A ficção que não pode desligar-se do clima que o relatório definiu, em lugares, em tempos e em modos. Em modos das gentes, já se vê, porque as gentes, e neste caso, principalmente o Tangomau, são o único e verdadeiro motivo de qualquer escrito, seja ele relatório, seja ele romance, partes, aliás, diferentes mas intrinsecamente ligadas à realidade real, num caso relato directo e sem arredondamentos psicológicos ou condicionantes possíveis mas não efectivas, e o outro, especulando, desenhando hipóteses outras e caracteres morais e intelectuais que podem explicar a realidade. E não se tenha o Relatório que atrás vem referido por mim na relação do que li, como peça menor na armadura do que aqui se pretende dizer da Ficção. Nenhum personagem de ficção, muito ou pouco realista, mesmo que muito romântica, terá grandes hipóteses de amar ou de odiar, de escrever ou de guerrear, de cavar terra de vinha ou de sonhar, se respirar outro ar que não seja nesta mistura de setenta e um por cento de ozono, vinte e um por cento de oxigénio e de um por cento de gases raros.
O Tangomau vai despejado de um ambiente citadino, só por acaso muito culto, dessa cultura que se tem como imagem, construída no S. Carlos, no Teatro Nacional, nos museus e galerias, nas tertúlias, nas grandes leituras, na missa da Sé ou da Basílica da Estrela, também com um fino pó de progresso que estas vidas podem ter, com podem ter o seu preciso contrário, e cai na floresta sub-tropical da Guiné a comandar soldados negros que haviam ficado de um lado da contenda como poderiam ter ficado na outra, obrigado, portanto, a instruí-los no combate contra os seus irmãos de sangue ou de vizinhança; obrigado a defender-lhes a vida; obrigado a sofrer-lhes as dores e sofrimentos e a partilhar o nada que tinham para viver ao tempo, nesses simulacros de acampamento, a calcorrear quilómetros de lama e de trilhos, a sofrer os mesmos mosquitos e a mesma febre palúdica; aprendendo com eles a raiva do combate, a ansiedade da espera, o regresso exausto da operação na felicidade dissimulada sob a pele, na certeza que se volta vivo e inteiro, por fora, ao menos. Dois anos desta partilha maltesa, desta quase certeza de uma bala perdida, um fornilho armado, uma noite sem jantar, uma fé que vacila.
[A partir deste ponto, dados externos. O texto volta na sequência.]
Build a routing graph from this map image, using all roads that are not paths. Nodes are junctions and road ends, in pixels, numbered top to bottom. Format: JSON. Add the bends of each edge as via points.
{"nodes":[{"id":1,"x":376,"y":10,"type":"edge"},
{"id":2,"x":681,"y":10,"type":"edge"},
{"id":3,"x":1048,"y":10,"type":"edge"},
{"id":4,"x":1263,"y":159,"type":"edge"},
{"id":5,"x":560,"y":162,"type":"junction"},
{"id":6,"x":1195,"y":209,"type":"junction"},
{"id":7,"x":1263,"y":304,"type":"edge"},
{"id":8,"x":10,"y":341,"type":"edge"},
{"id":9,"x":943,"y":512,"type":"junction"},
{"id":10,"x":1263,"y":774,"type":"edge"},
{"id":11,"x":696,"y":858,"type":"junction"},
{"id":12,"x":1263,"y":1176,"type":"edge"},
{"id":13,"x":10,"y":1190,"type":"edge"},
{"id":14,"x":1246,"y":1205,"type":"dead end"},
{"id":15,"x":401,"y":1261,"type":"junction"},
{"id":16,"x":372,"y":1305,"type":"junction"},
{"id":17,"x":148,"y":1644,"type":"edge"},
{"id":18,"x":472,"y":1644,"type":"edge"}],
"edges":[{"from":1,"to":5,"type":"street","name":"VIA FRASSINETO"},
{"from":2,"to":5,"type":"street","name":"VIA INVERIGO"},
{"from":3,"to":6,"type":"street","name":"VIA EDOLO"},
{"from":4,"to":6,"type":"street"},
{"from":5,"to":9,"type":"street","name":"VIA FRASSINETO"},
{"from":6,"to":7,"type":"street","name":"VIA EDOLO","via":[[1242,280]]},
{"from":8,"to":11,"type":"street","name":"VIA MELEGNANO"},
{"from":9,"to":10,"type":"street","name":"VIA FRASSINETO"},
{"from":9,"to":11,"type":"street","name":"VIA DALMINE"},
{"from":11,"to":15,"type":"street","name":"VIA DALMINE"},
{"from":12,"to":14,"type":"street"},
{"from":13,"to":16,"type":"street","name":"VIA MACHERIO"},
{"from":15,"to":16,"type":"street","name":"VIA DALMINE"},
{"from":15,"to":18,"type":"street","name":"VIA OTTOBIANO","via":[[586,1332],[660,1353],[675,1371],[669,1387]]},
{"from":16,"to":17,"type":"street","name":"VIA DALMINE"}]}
E que faz um branco, militar, oficial subalterno nesta tropa fandanga, neste simulacro de vida, neste patriotismo de dúvida e com inimigo que se odeia e que se ama como só ama quem odeia e só odeia quem ama, sobretudo se Pátria aqui é uma abstracção diluída no calor abafado e no capim apodrecido de uma bolanha de mais sangue que arroz?
Transforma-se em ficção. Busca-se nos outros que tem em si e que não conhecia, nem em Lisboa nem em Mafra, nem em Ponta Delgada.
Tenta encontrar-se nos Sancó e nos Fodé, apurar os sentidos no cheiro de enxofre que lhes sobra das partes dos corpos com sua carne em falta.
Ficciona-se obrigatoriamente nesse tempo de transição de branco quase doutor nas calçadas de Lisboa, para esse M’Baké, soldado negro combatendo no lado errado da terra de ninguém na lalas do Cuor, e de novo branco no regresso do Uíge, aos baldões de uma vida nova para refazer no puto, sentindo a falta desses eus que deixou nas matas e nas mãos de seus soldados, tendo que reinventar-se, não a partir do que havia deixado mas do que restou do combate, sempre com um pé cá e outro lá, no eco das balas disparadas, das alegrias e das tristezas que lá deixou como bagagem a mais que sempre nos pesa nas mãos e na alma na ilusão de se possa recuperar.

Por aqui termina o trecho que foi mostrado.